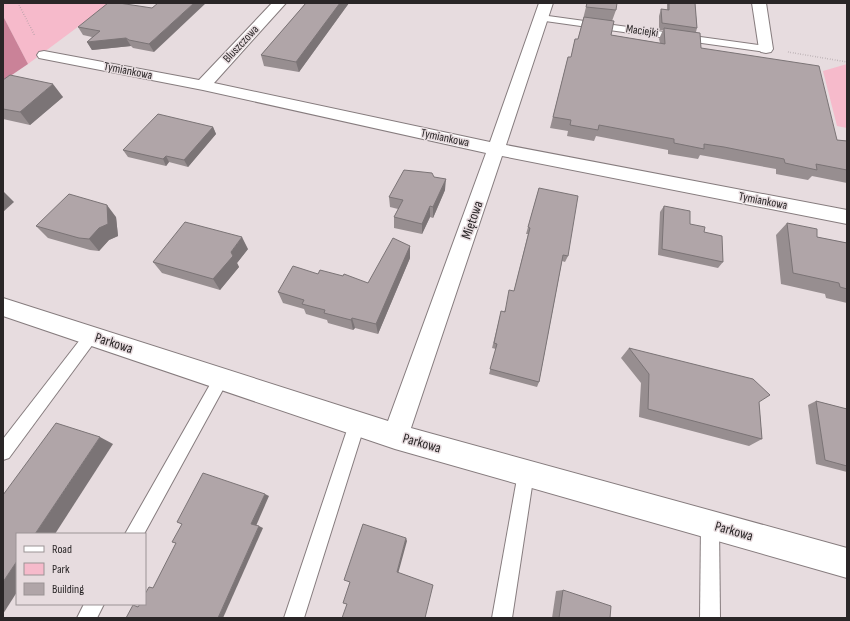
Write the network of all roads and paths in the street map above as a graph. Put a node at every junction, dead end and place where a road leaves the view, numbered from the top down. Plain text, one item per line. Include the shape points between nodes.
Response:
1 (18, 3) edge
2 (279, 3) edge
3 (759, 3) edge
4 (544, 10) edge
5 (766, 49) junction
6 (44, 55) joint
7 (847, 62) edge
8 (203, 85) junction
9 (496, 149) junction
10 (847, 217) edge
11 (3, 307) edge
12 (91, 336) junction
13 (221, 379) junction
14 (357, 424) junction
15 (395, 436) junction
16 (3, 452) edge
17 (526, 473) junction
18 (710, 524) junction
19 (135, 533) edge
20 (847, 563) edge
21 (94, 605) edge
22 (87, 618) edge
23 (294, 618) edge
24 (502, 618) edge
25 (710, 618) edge

1 - 6 path
2 - 8 street, Bluszczowa
3 - 5 street
4 - 5 lane, Maciejki
4 - 9 street, Miętowa
5 - 7 path
6 - 8 street, Tymiankowa
8 - 9 street, Tymiankowa
9 - 10 street, Tymiankowa
9 - 15 street, Miętowa
11 - 12 street, Parkowa
12 - 13 street, Parkowa
12 - 16 lane
13 - 14 street, Parkowa
13 - 19 lane
14 - 15 street, Parkowa
14 - 23 lane
15 - 17 street, Parkowa
17 - 18 street, Parkowa
17 - 24 lane
18 - 20 street, Parkowa
18 - 25 lane
21 - 22 lane

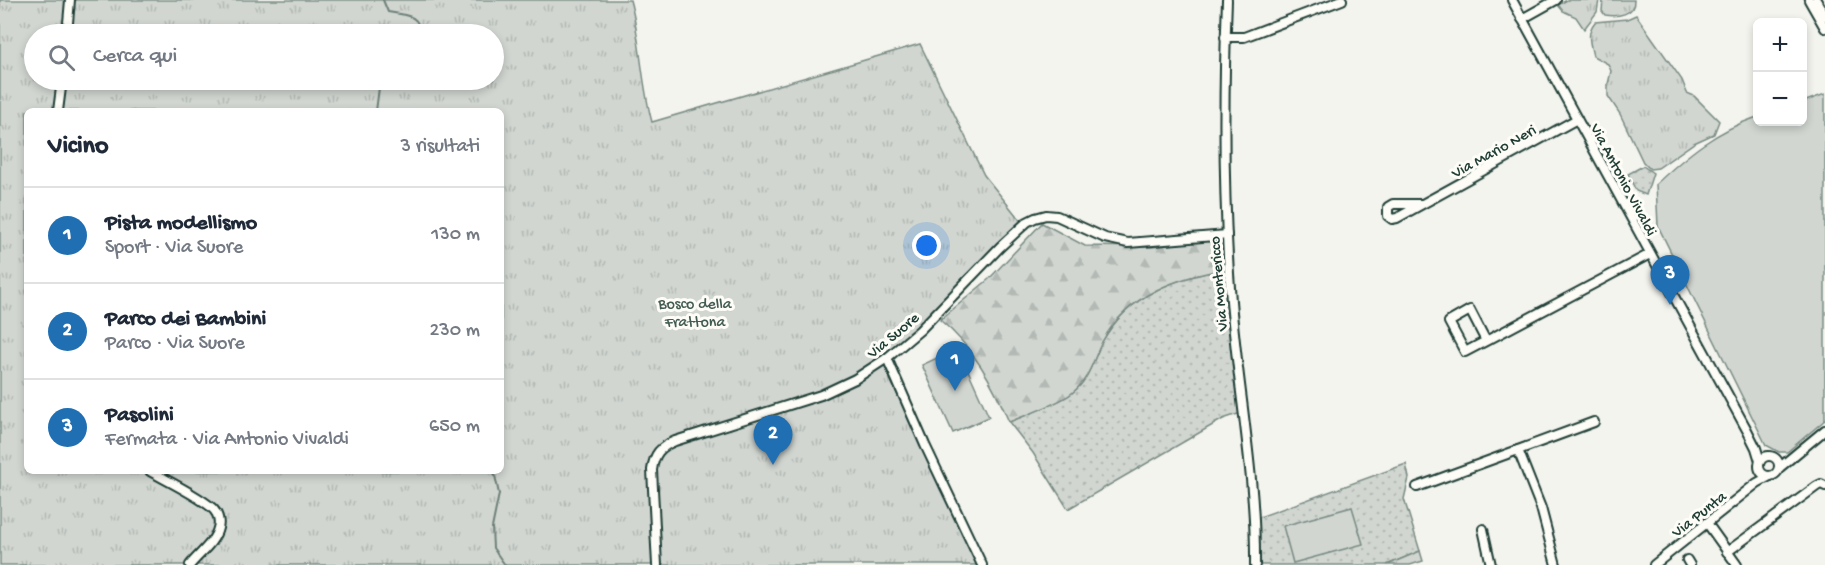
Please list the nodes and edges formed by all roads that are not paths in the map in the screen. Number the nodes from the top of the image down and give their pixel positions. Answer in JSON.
{"nodes":[{"id":1,"x":70,"y":0,"type":"edge"},
{"id":2,"x":1227,"y":0,"type":"edge"},
{"id":3,"x":1342,"y":0,"type":"edge"},
{"id":4,"x":1512,"y":0,"type":"edge"},
{"id":5,"x":1556,"y":0,"type":"edge"},
{"id":6,"x":1809,"y":0,"type":"edge"},
{"id":7,"x":1816,"y":0,"type":"edge"},
{"id":8,"x":1825,"y":16,"type":"edge"},
{"id":9,"x":1522,"y":19,"type":"junction"},
{"id":10,"x":68,"y":24,"type":"edge"},
{"id":11,"x":1825,"y":28,"type":"edge"},
{"id":12,"x":1225,"y":37,"type":"junction"},
{"id":13,"x":61,"y":90,"type":"edge"},
{"id":14,"x":58,"y":108,"type":"edge"},
{"id":15,"x":1577,"y":119,"type":"junction"},
{"id":16,"x":1422,"y":204,"type":"dead end"},
{"id":17,"x":1227,"y":235,"type":"junction"},
{"id":18,"x":1650,"y":254,"type":"junction"},
{"id":19,"x":1486,"y":341,"type":"junction"},
{"id":20,"x":887,"y":358,"type":"junction"},
{"id":21,"x":1594,"y":422,"type":"dead end"},
{"id":22,"x":1825,"y":430,"type":"edge"},
{"id":23,"x":1518,"y":450,"type":"junction"},
{"id":24,"x":1791,"y":458,"type":"junction"},
{"id":25,"x":1777,"y":459,"type":"junction"},
{"id":26,"x":1762,"y":463,"type":"junction"},
{"id":27,"x":1779,"y":468,"type":"junction"},
{"id":28,"x":155,"y":474,"type":"edge"},
{"id":29,"x":1770,"y":476,"type":"junction"},
{"id":30,"x":1757,"y":483,"type":"junction"},
{"id":31,"x":1825,"y":486,"type":"edge"},
{"id":32,"x":1418,"y":487,"type":"dead end"},
{"id":33,"x":1707,"y":523,"type":"junction"},
{"id":34,"x":1482,"y":529,"type":"dead end"},
{"id":35,"x":1727,"y":552,"type":"junction"},
{"id":36,"x":190,"y":565,"type":"edge"},
{"id":37,"x":657,"y":565,"type":"edge"},
{"id":38,"x":982,"y":565,"type":"edge"},
{"id":39,"x":1255,"y":565,"type":"edge"},
{"id":40,"x":1491,"y":565,"type":"edge"},
{"id":41,"x":1556,"y":565,"type":"edge"},
{"id":42,"x":1654,"y":565,"type":"edge"},
{"id":43,"x":1737,"y":565,"type":"edge"}],
"edges":[{"from":1,"to":10,"type":"street"},
{"from":2,"to":12,"type":"street","name":"Via Montericco"},
{"from":3,"to":12,"type":"street"},
{"from":4,"to":9,"type":"street","name":"Via Antonio Vivaldi"},
{"from":5,"to":9,"type":"street"},
{"from":6,"to":11,"type":"street"},
{"from":7,"to":8,"type":"street"},
{"from":9,"to":15,"type":"street","name":"Via Antonio Vivaldi"},
{"from":12,"to":17,"type":"street","name":"Via Montericco"},
{"from":13,"to":14,"type":"street"},
{"from":15,"to":16,"type":"street","name":"Via Mario Neri"},
{"from":15,"to":18,"type":"street","name":"Via Antonio Vivaldi"},
{"from":17,"to":20,"type":"street","name":"Via Suore"},
{"from":17,"to":39,"type":"street","name":"Via Montericco"},
{"from":18,"to":19,"type":"street"},
{"from":18,"to":26,"type":"street","name":"Via Antonio Vivaldi"},
{"from":19,"to":19,"type":"street"},
{"from":20,"to":37,"type":"street","name":"Via Suore"},
{"from":20,"to":38,"type":"street"},
{"from":21,"to":23,"type":"street"},
{"from":22,"to":24,"type":"street","name":"Via Punta"},
{"from":23,"to":32,"type":"street"},
{"from":23,"to":41,"type":"street"},
{"from":24,"to":25,"type":"street"},
{"from":24,"to":27,"type":"street","name":"Via Punta"},
{"from":25,"to":26,"type":"street"},
{"from":25,"to":27,"type":"street"},
{"from":26,"to":29,"type":"street"},
{"from":26,"to":30,"type":"street"},
{"from":27,"to":29,"type":"street","name":"Via Punta"},
{"from":28,"to":36,"type":"street"},
{"from":29,"to":30,"type":"street","name":"Via Punta"},
{"from":30,"to":33,"type":"street","name":"Via Punta"},
{"from":31,"to":35,"type":"street"},
{"from":33,"to":35,"type":"street"},
{"from":33,"to":42,"type":"street","name":"Via Punta"},
{"from":34,"to":40,"type":"street"},
{"from":35,"to":43,"type":"street"}]}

● **THE TASK**
Write out the whole of the data exactly; the pictures stay out.

● **PROBLEM SOLUTION**
Write the network of all roads and paths in the street map above as a graph. Put a node at every junction, dead end and place where a road leaves the view, numbered from the top down. Plain text, one item per line. Include the shape points between nodes.
Response:
1 (18, 3) edge
2 (279, 3) edge
3 (759, 3) edge
4 (544, 10) edge
5 (766, 49) junction
6 (44, 55) joint
7 (847, 62) edge
8 (203, 85) junction
9 (496, 149) junction
10 (847, 217) edge
11 (3, 307) edge
12 (91, 336) junction
13 (221, 379) junction
14 (357, 424) junction
15 (395, 436) junction
16 (3, 452) edge
17 (526, 473) junction
18 (710, 524) junction
19 (135, 533) edge
20 (847, 563) edge
21 (94, 605) edge
22 (87, 618) edge
23 (294, 618) edge
24 (502, 618) edge
25 (710, 618) edge

1 - 6 path
2 - 8 street, Bluszczowa
3 - 5 street
4 - 5 lane, Maciejki
4 - 9 street, Miętowa
5 - 7 path
6 - 8 street, Tymiankowa
8 - 9 street, Tymiankowa
9 - 10 street, Tymiankowa
9 - 15 street, Miętowa
11 - 12 street, Parkowa
12 - 13 street, Parkowa
12 - 16 lane
13 - 14 street, Parkowa
13 - 19 lane
14 - 15 street, Parkowa
14 - 23 lane
15 - 17 street, Parkowa
17 - 18 street, Parkowa
17 - 24 lane
18 - 20 street, Parkowa
18 - 25 lane
21 - 22 lane

Please list the nodes and edges formed by all roads that are not paths in the map in the screen. Number the nodes from the top of the image down and give their pixel positions. Answer in JSON.
{"nodes":[{"id":1,"x":70,"y":0,"type":"edge"},
{"id":2,"x":1227,"y":0,"type":"edge"},
{"id":3,"x":1342,"y":0,"type":"edge"},
{"id":4,"x":1512,"y":0,"type":"edge"},
{"id":5,"x":1556,"y":0,"type":"edge"},
{"id":6,"x":1809,"y":0,"type":"edge"},
{"id":7,"x":1816,"y":0,"type":"edge"},
{"id":8,"x":1825,"y":16,"type":"edge"},
{"id":9,"x":1522,"y":19,"type":"junction"},
{"id":10,"x":68,"y":24,"type":"edge"},
{"id":11,"x":1825,"y":28,"type":"edge"},
{"id":12,"x":1225,"y":37,"type":"junction"},
{"id":13,"x":61,"y":90,"type":"edge"},
{"id":14,"x":58,"y":108,"type":"edge"},
{"id":15,"x":1577,"y":119,"type":"junction"},
{"id":16,"x":1422,"y":204,"type":"dead end"},
{"id":17,"x":1227,"y":235,"type":"junction"},
{"id":18,"x":1650,"y":254,"type":"junction"},
{"id":19,"x":1486,"y":341,"type":"junction"},
{"id":20,"x":887,"y":358,"type":"junction"},
{"id":21,"x":1594,"y":422,"type":"dead end"},
{"id":22,"x":1825,"y":430,"type":"edge"},
{"id":23,"x":1518,"y":450,"type":"junction"},
{"id":24,"x":1791,"y":458,"type":"junction"},
{"id":25,"x":1777,"y":459,"type":"junction"},
{"id":26,"x":1762,"y":463,"type":"junction"},
{"id":27,"x":1779,"y":468,"type":"junction"},
{"id":28,"x":155,"y":474,"type":"edge"},
{"id":29,"x":1770,"y":476,"type":"junction"},
{"id":30,"x":1757,"y":483,"type":"junction"},
{"id":31,"x":1825,"y":486,"type":"edge"},
{"id":32,"x":1418,"y":487,"type":"dead end"},
{"id":33,"x":1707,"y":523,"type":"junction"},
{"id":34,"x":1482,"y":529,"type":"dead end"},
{"id":35,"x":1727,"y":552,"type":"junction"},
{"id":36,"x":190,"y":565,"type":"edge"},
{"id":37,"x":657,"y":565,"type":"edge"},
{"id":38,"x":982,"y":565,"type":"edge"},
{"id":39,"x":1255,"y":565,"type":"edge"},
{"id":40,"x":1491,"y":565,"type":"edge"},
{"id":41,"x":1556,"y":565,"type":"edge"},
{"id":42,"x":1654,"y":565,"type":"edge"},
{"id":43,"x":1737,"y":565,"type":"edge"}],
"edges":[{"from":1,"to":10,"type":"street"},
{"from":2,"to":12,"type":"street","name":"Via Montericco"},
{"from":3,"to":12,"type":"street"},
{"from":4,"to":9,"type":"street","name":"Via Antonio Vivaldi"},
{"from":5,"to":9,"type":"street"},
{"from":6,"to":11,"type":"street"},
{"from":7,"to":8,"type":"street"},
{"from":9,"to":15,"type":"street","name":"Via Antonio Vivaldi"},
{"from":12,"to":17,"type":"street","name":"Via Montericco"},
{"from":13,"to":14,"type":"street"},
{"from":15,"to":16,"type":"street","name":"Via Mario Neri"},
{"from":15,"to":18,"type":"street","name":"Via Antonio Vivaldi"},
{"from":17,"to":20,"type":"street","name":"Via Suore"},
{"from":17,"to":39,"type":"street","name":"Via Montericco"},
{"from":18,"to":19,"type":"street"},
{"from":18,"to":26,"type":"street","name":"Via Antonio Vivaldi"},
{"from":19,"to":19,"type":"street"},
{"from":20,"to":37,"type":"street","name":"Via Suore"},
{"from":20,"to":38,"type":"street"},
{"from":21,"to":23,"type":"street"},
{"from":22,"to":24,"type":"street","name":"Via Punta"},
{"from":23,"to":32,"type":"street"},
{"from":23,"to":41,"type":"street"},
{"from":24,"to":25,"type":"street"},
{"from":24,"to":27,"type":"street","name":"Via Punta"},
{"from":25,"to":26,"type":"street"},
{"from":25,"to":27,"type":"street"},
{"from":26,"to":29,"type":"street"},
{"from":26,"to":30,"type":"street"},
{"from":27,"to":29,"type":"street","name":"Via Punta"},
{"from":28,"to":36,"type":"street"},
{"from":29,"to":30,"type":"street","name":"Via Punta"},
{"from":30,"to":33,"type":"street","name":"Via Punta"},
{"from":31,"to":35,"type":"street"},
{"from":33,"to":35,"type":"street"},
{"from":33,"to":42,"type":"street","name":"Via Punta"},
{"from":34,"to":40,"type":"street"},
{"from":35,"to":43,"type":"street"}]}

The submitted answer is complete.